With the stock having lost 13% in the past week, it's worth taking a look at business performance and seeing if there's any red flags.
Because Dialogue Health Technologies made a loss in the last twelve months, we think the market is probably more focussed on revenue and revenue growth, at least for now. Shareholders of unprofitable companies usually expect strong revenue growth. Some companies are willing to postpone profitability to grow revenue faster, but in that case one does expect good top-line growth.
In the last twelve months, Dialogue Health Technologies increased its revenue by 55%. That's well above most other pre-profit companies. So on the face of it we're really surprised to see the share price down 72% over twelve months. Something weird is definitely impacting the stock price; we'd venture the company has destroyed value somehow. What is clear is that the market is not judging the company on its revenue growth right now. Of course, markets do over-react so share price drop may be too harsh.

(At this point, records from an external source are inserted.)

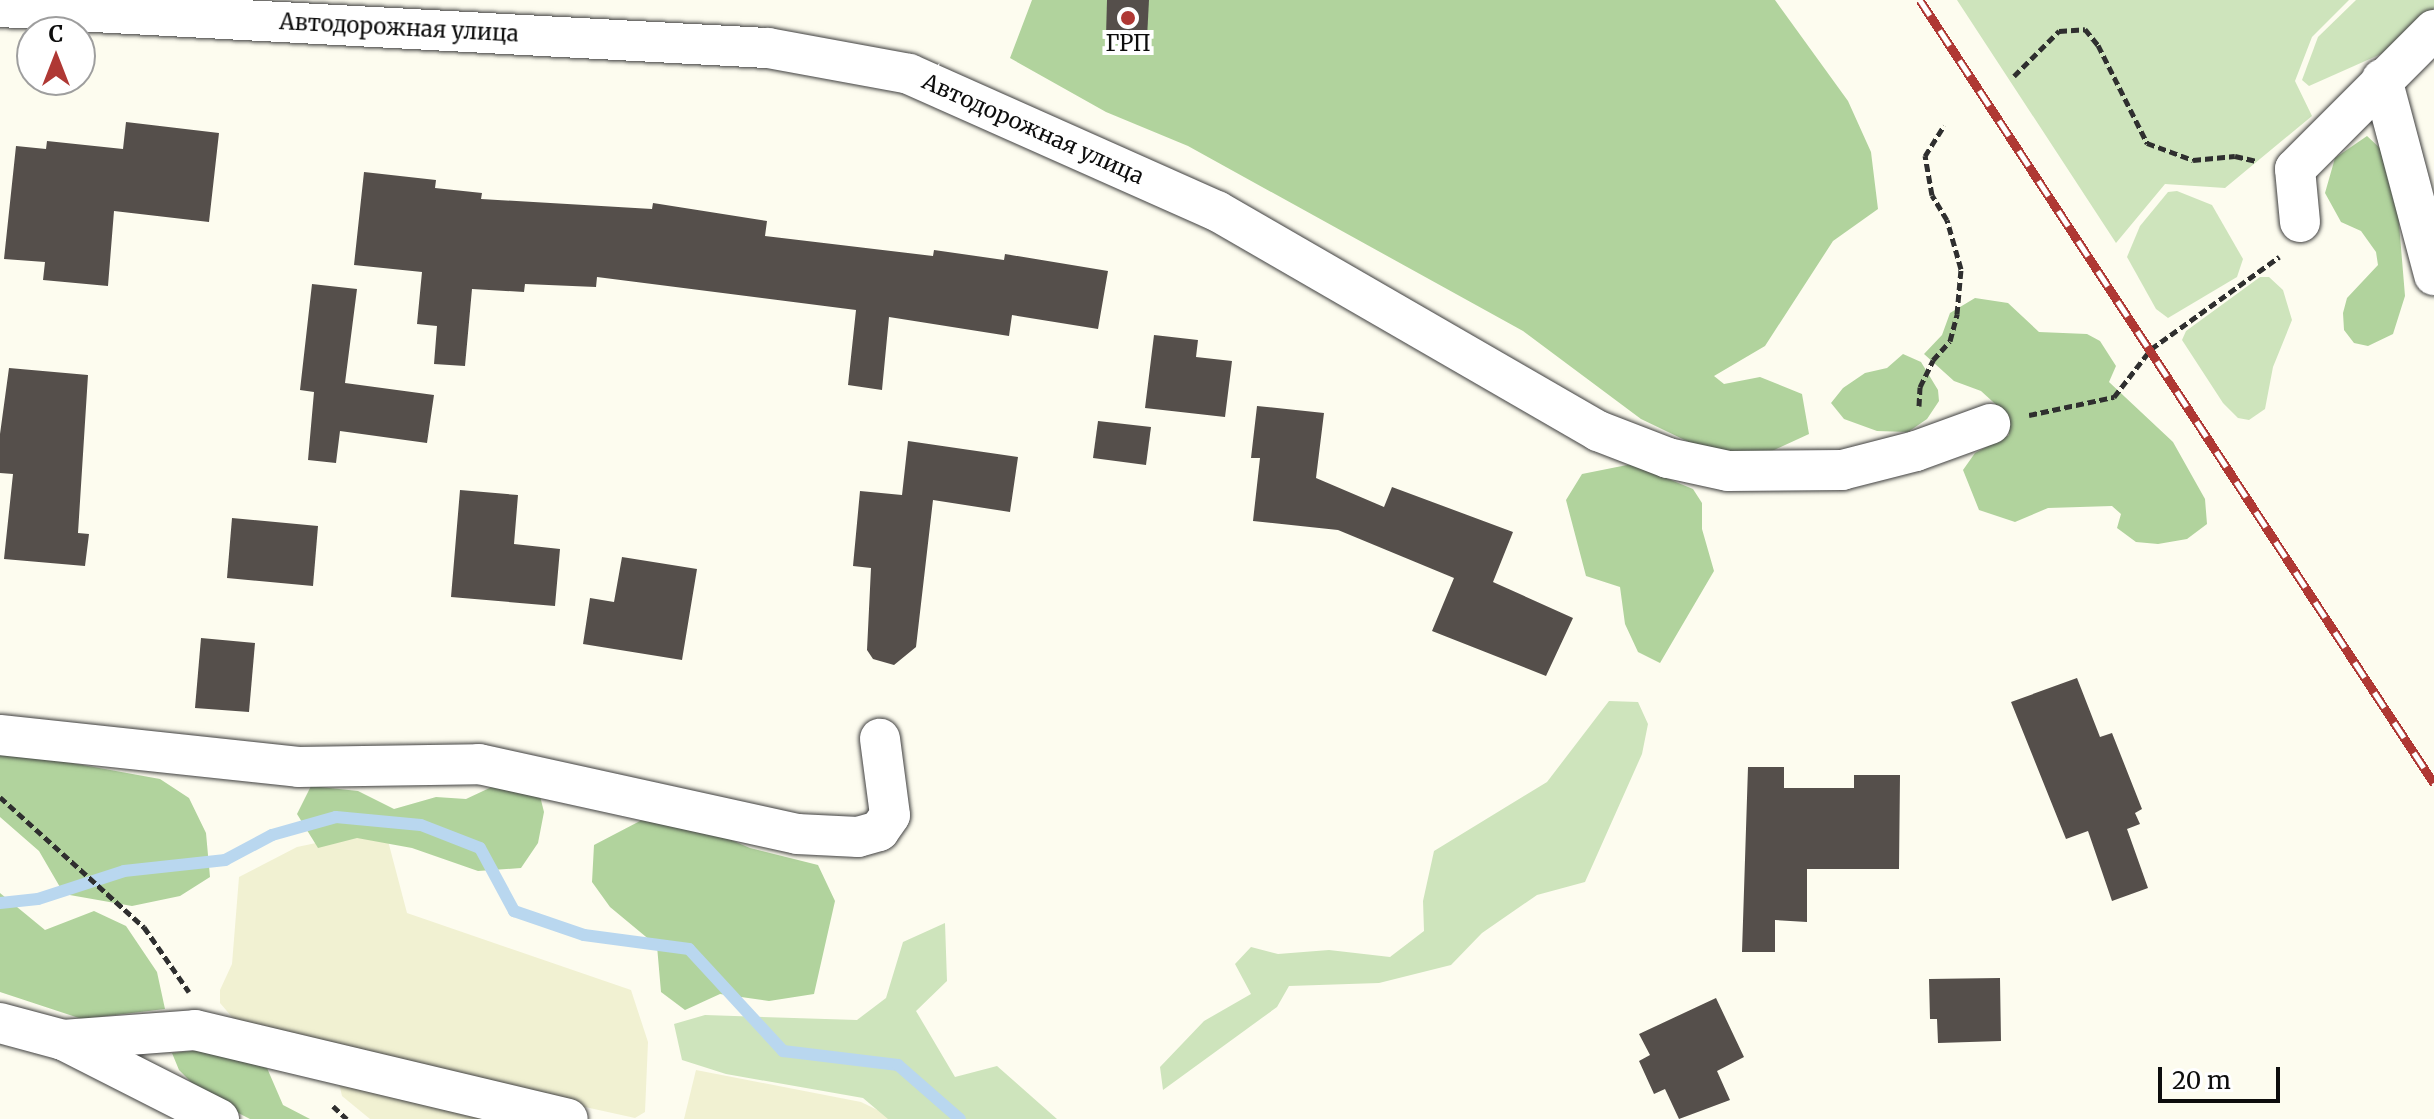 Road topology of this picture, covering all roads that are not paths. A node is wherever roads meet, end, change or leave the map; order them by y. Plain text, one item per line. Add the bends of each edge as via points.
1 (23, 5) edge
2 (2434, 30) edge
3 (2382, 79) junction
4 (2300, 222) road end
5 (2434, 275) edge
6 (1990, 424) road end
7 (0, 735) edge
8 (880, 739) dead end
9 (0, 1023) edge
10 (63, 1040) junction
11 (219, 1119) edge
12 (568, 1119) edge

1 - 6 street, Автодорожная улица via 768,48 909,74 1217,211 1598,431 1668,458 1728,471 1842,470
2 - 3 street
3 - 4 street via 2295,169
3 - 5 street
7 - 8 street via 298,767 479,764 797,834 858,837 879,831 890,815
9 - 10 street
10 - 11 street
10 - 12 street via 195,1030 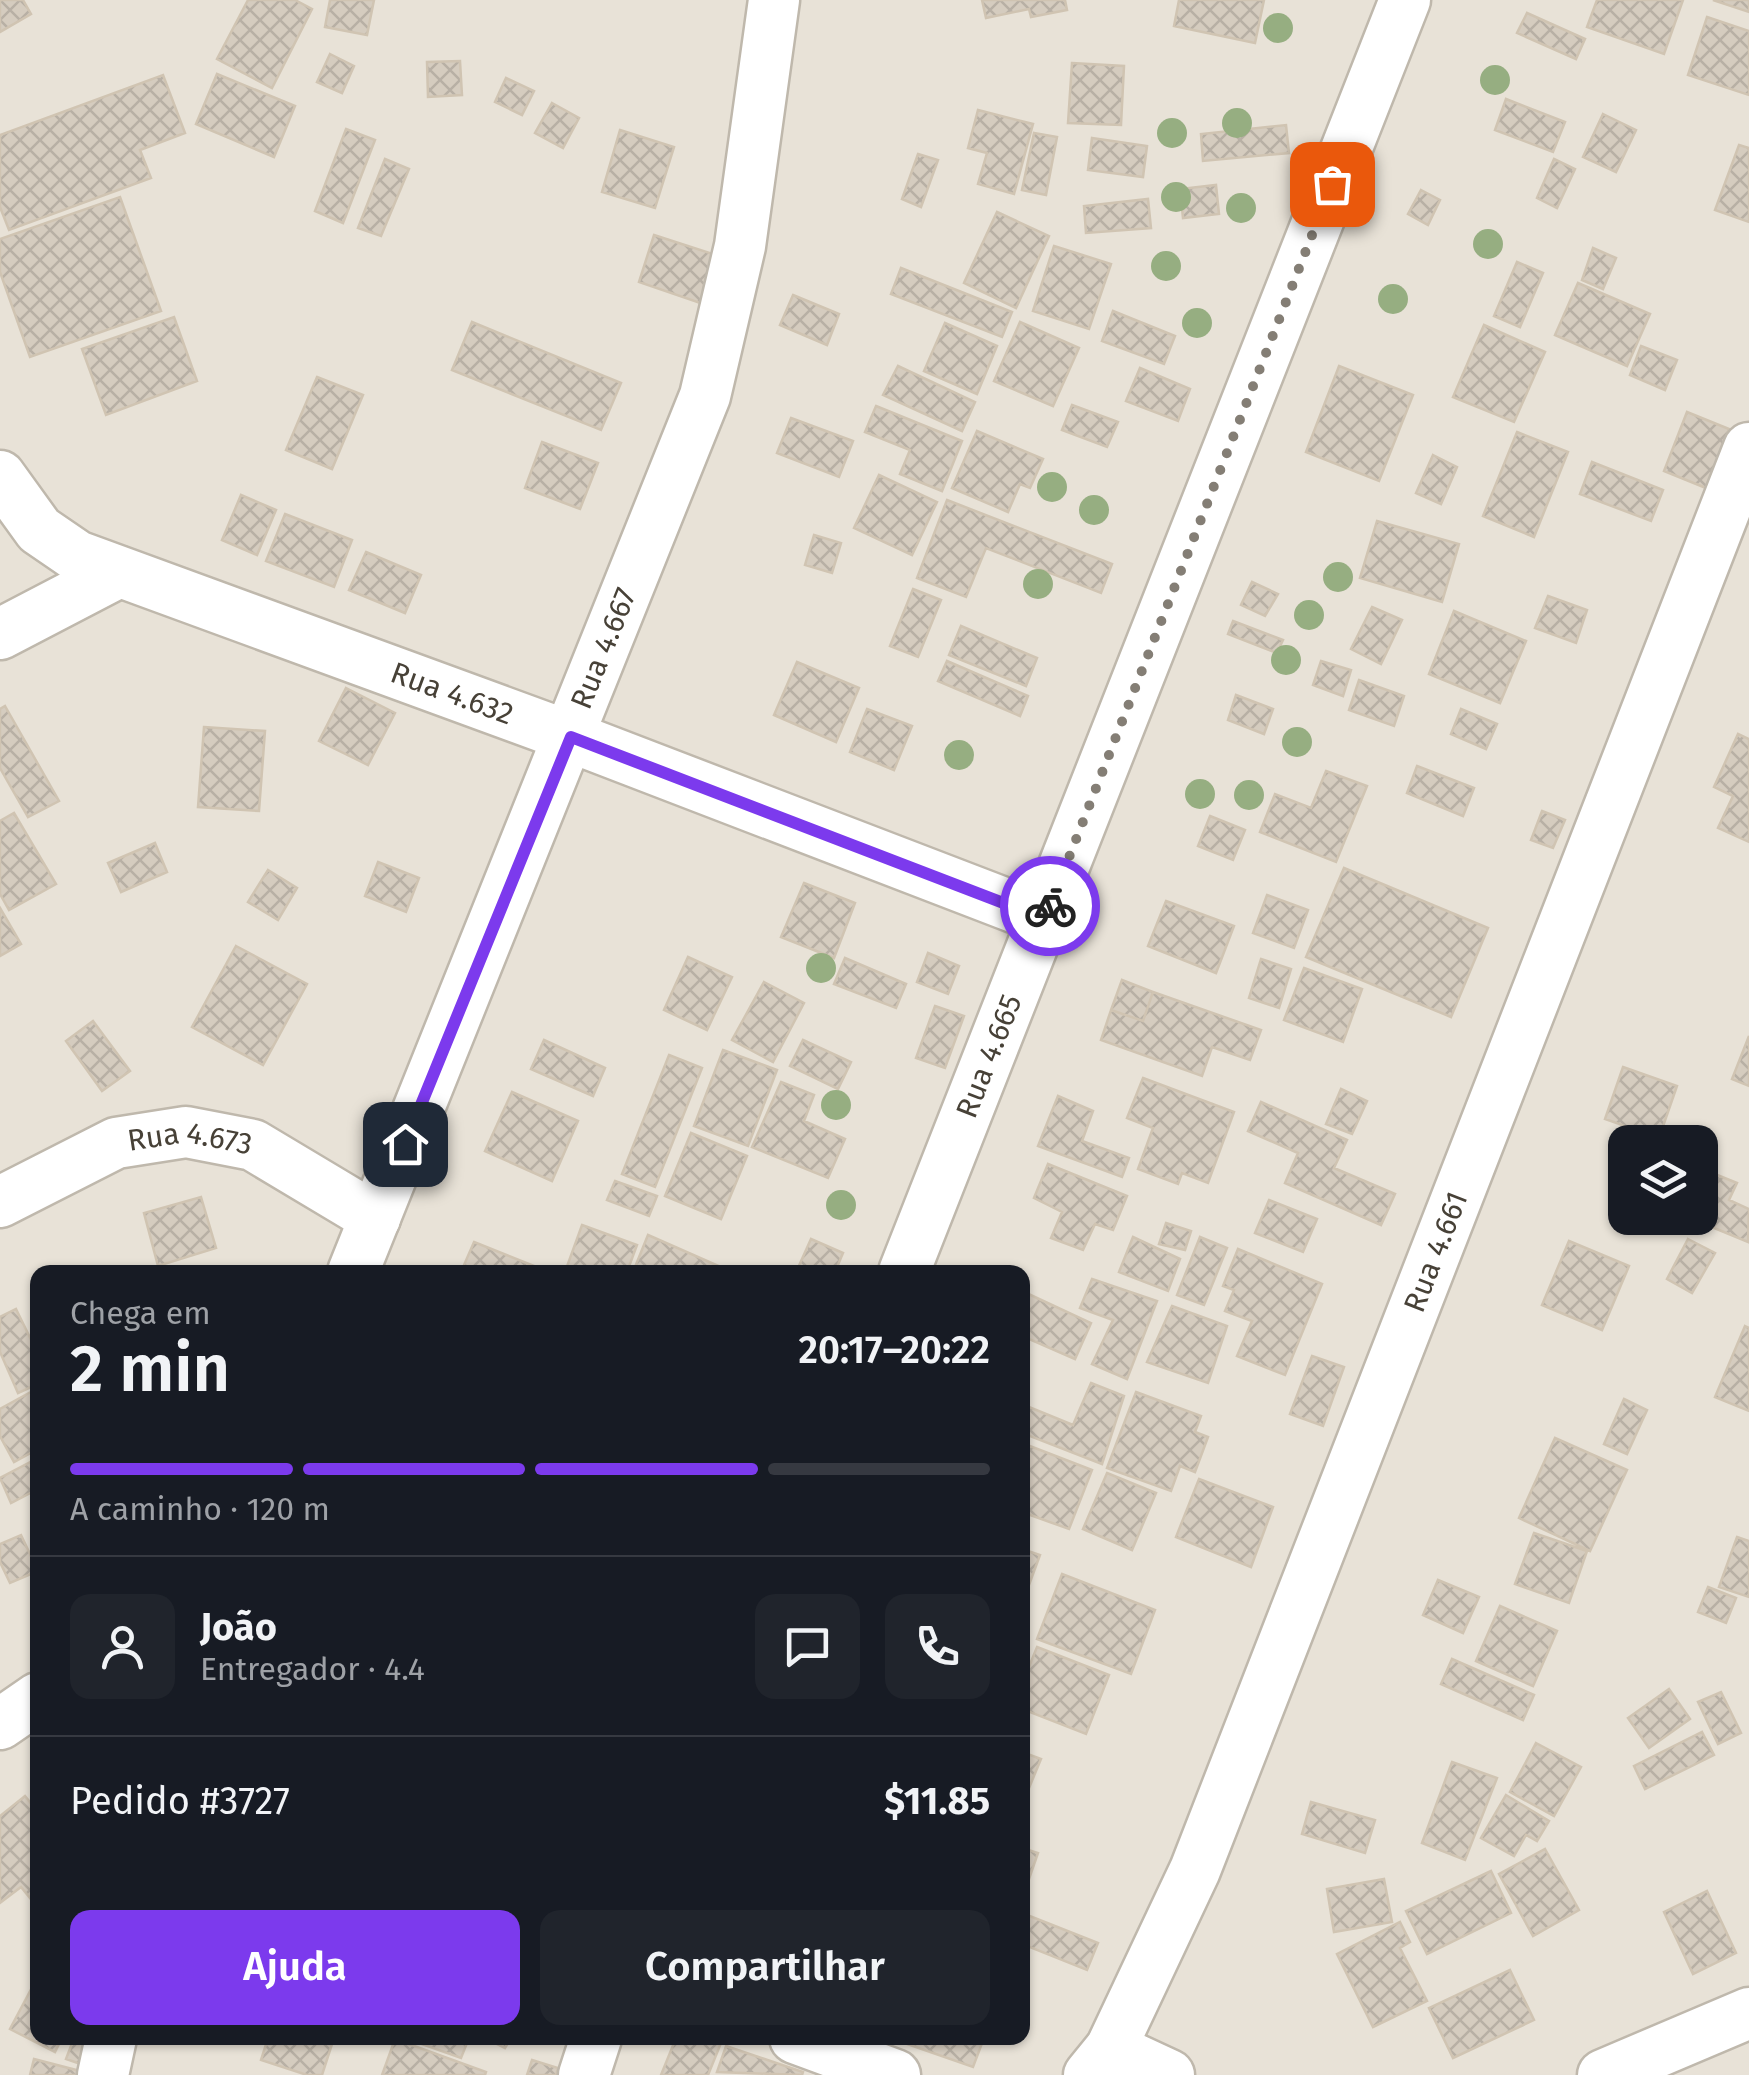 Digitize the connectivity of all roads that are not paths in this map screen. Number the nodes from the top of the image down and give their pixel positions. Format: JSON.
{"nodes":[{"id":1,"x":774,"y":0,"type":"edge"},
{"id":2,"x":1404,"y":0,"type":"edge"},
{"id":3,"x":1749,"y":448,"type":"edge"},
{"id":4,"x":0,"y":476,"type":"edge"},
{"id":5,"x":118,"y":572,"type":"junction"},
{"id":6,"x":0,"y":634,"type":"edge"},
{"id":7,"x":571,"y":737,"type":"junction"},
{"id":8,"x":1045,"y":919,"type":"junction"},
{"id":9,"x":0,"y":1202,"type":"edge"},
{"id":10,"x":375,"y":1218,"type":"junction"},
{"id":11,"x":357,"y":1265,"type":"edge"},
{"id":12,"x":907,"y":1265,"type":"edge"},
{"id":13,"x":30,"y":1703,"type":"edge"},
{"id":14,"x":0,"y":1724,"type":"edge"},
{"id":15,"x":1749,"y":2013,"type":"edge"},
{"id":16,"x":109,"y":2045,"type":"edge"},
{"id":17,"x":594,"y":2045,"type":"edge"},
{"id":18,"x":814,"y":2045,"type":"edge"},
{"id":19,"x":1100,"y":2062,"type":"edge"},
{"id":20,"x":104,"y":2075,"type":"edge"},
{"id":21,"x":584,"y":2075,"type":"edge"},
{"id":22,"x":896,"y":2075,"type":"edge"},
{"id":23,"x":1169,"y":2075,"type":"edge"},
{"id":24,"x":1603,"y":2075,"type":"edge"}],
"edges":[{"from":1,"to":7,"type":"street","name":"Rua 4.667"},
{"from":2,"to":8,"type":"street","name":"Rua 4.665"},
{"from":3,"to":19,"type":"street","name":"Rua 4.661"},
{"from":4,"to":5,"type":"street","name":"Rua 4.632"},
{"from":5,"to":6,"type":"street"},
{"from":5,"to":7,"type":"street","name":"Rua 4.632"},
{"from":7,"to":8,"type":"street","name":"Rua 4.632"},
{"from":7,"to":10,"type":"street","name":"Rua 4.667"},
{"from":8,"to":12,"type":"street","name":"Rua 4.665"},
{"from":9,"to":10,"type":"street","name":"Rua 4.673"},
{"from":10,"to":11,"type":"street","name":"Rua 4.667"},
{"from":13,"to":14,"type":"street"},
{"from":15,"to":24,"type":"street"},
{"from":16,"to":20,"type":"street"},
{"from":17,"to":21,"type":"street"},
{"from":18,"to":22,"type":"street"},
{"from":19,"to":23,"type":"street"}]} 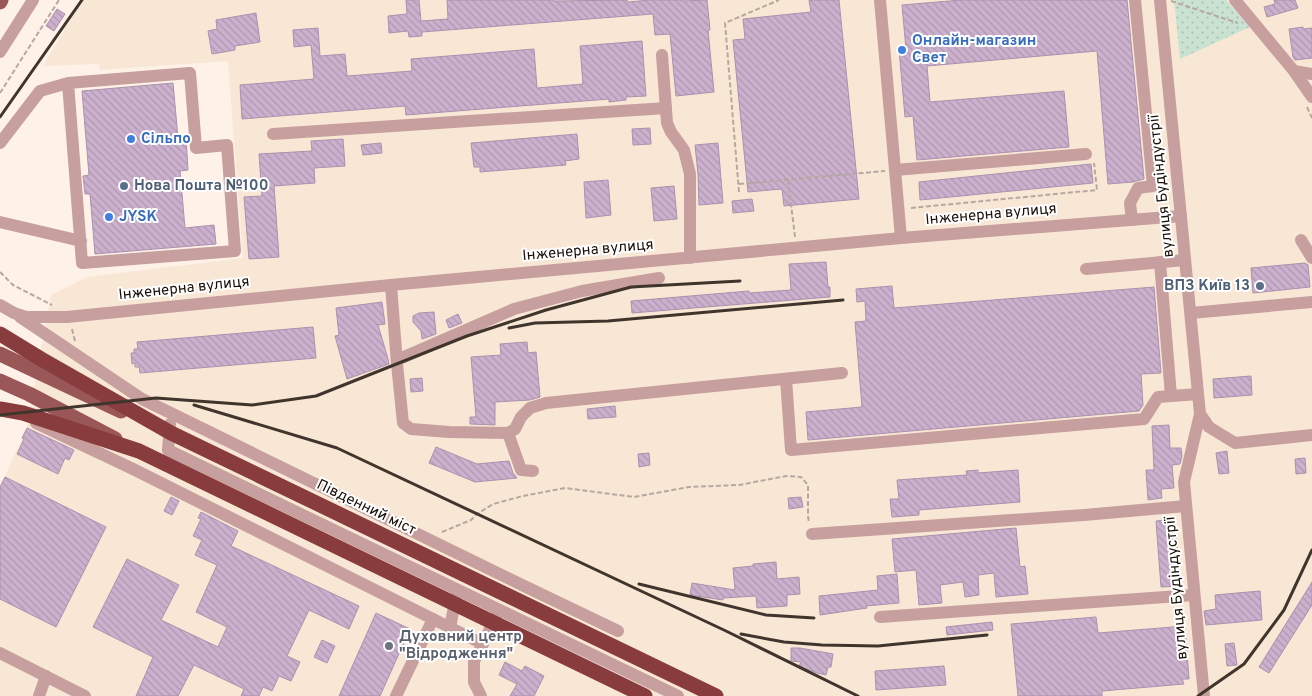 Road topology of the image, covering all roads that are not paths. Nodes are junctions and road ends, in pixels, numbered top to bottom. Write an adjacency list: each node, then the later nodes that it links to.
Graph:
1 (33, 0): 6 (street)
2 (880, 0): 16 (street)
3 (1135, 0): 18 (street)
4 (1160, 0): 17 (street, вулиця Будіндустрії)
5 (1235, 0): 8 (street)
6 (0, 52)
7 (662, 55): 12 (street)
8 (1294, 70): 9 (street); 11 (street)
9 (1312, 74)
10 (68, 82): 14 (street); 22 (street); 22 (street)
11 (1312, 97)
12 (666, 108): 13 (street); 23 (street)
13 (273, 134)
14 (0, 143)
15 (1086, 154): 16 (street)
16 (895, 170): 20 (street)
17 (1181, 216): 18 (street, Інженерна вулиця); 25 (street, вулиця Будіндустрії)
18 (1132, 220): 20 (street, Інженерна вулиця)
19 (0, 222): 22 (street)
20 (901, 238): 23 (street, Інженерна вулиця)
21 (1301, 240): 24 (street)
22 (81, 241)
23 (690, 258): 29 (street, Інженерна вулиця)
24 (1312, 258)
25 (1185, 260): 26 (street); 32 (street, вулиця Будіндустрії)
26 (1160, 262): 27 (street); 41 (street)
27 (1086, 269)
28 (659, 278): 36 (street)
29 (391, 285): 33 (street, Інженерна вулиця); 36 (street)
30 (1312, 302): 32 (street)
31 (0, 305): 33 (street, Інженерна вулиця)
32 (1190, 312): 40 (street, вулиця Будіндустрії)
33 (14, 313): 43 (street)
34 (3, 334): 45 (highway)
35 (0, 354): 45 (main road, Південний міст)
36 (397, 360): 46 (street)
37 (842, 373): 38 (street)
38 (786, 379): 41 (street); 46 (street)
39 (0, 381): 48 (main road)
40 (1198, 394): 41 (street); 44 (street, вулиця Будіндустрії)
41 (1171, 396)
42 (0, 406): 48 (highway); 51 (street)
43 (171, 414): 49 (street); 60 (street)
44 (1200, 414): 47 (street); 52 (street, вулиця Будіндустрії)
45 (171, 433): 71 (highway, Південний міст)
46 (508, 433): 50 (street)
47 (1312, 435)
48 (138, 451): 69 (highway)
49 (201, 466): 51 (street); 54 (street)
50 (533, 471)
51 (195, 500): 58 (street)
52 (1186, 506): 53 (street); 55 (street, вулиця Будіндустрії)
53 (812, 534)
54 (457, 590): 56 (street); 59 (street)
55 (1194, 595): 57 (street); 64 (street, вулиця Будіндустрії)
56 (500, 610): 61 (street); 70 (street)
57 (880, 616)
58 (433, 619): 59 (street); 67 (street)
59 (450, 628): 61 (street)
60 (618, 631)
61 (483, 644): 68 (street)
62 (0, 653): 63 (street)
63 (46, 676): 65 (street); 66 (street)
64 (1200, 694)
65 (38, 696)
66 (85, 696)
67 (396, 696)
68 (481, 696)
69 (645, 696)
70 (678, 696)
71 (716, 696)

The graphic below depicts how earnings and revenue have changed over time (unveil the exact values by clicking on the image).
You can see how its balance sheet has strengthened (or weakened) over time in this free interactive graphic.
A Different Perspective
Dialogue Health Technologies shareholders are down 72% for the year, even worse than the market loss of 0.3%. There's no doubt that's a disappointment, but the stock may well have fared better in a stronger market. The share price decline has continued throughout the most recent three months, down 43%, suggesting an absence of enthusiasm from investors. Basically, most investors should be wary of buying into a poor-performing stock, unless the business itself has clearly improved. I find it very interesting to look at share price over the long term as a proxy for business performance. But to truly gain insight, we need to consider other information, too. Consider for instance, the ever-present spectre of investment risk. We've identified 1 warning sign with Dialogue Health Technologies , and understanding them should be part of your investment process.
If you would prefer to check out another company -- one with potentially superior financials -- then do not miss this free list of companies that have proven they can grow earnings.
Please note, the market returns quoted in this article reflect the market weighted average returns of stocks that currently trade on CA exchanges.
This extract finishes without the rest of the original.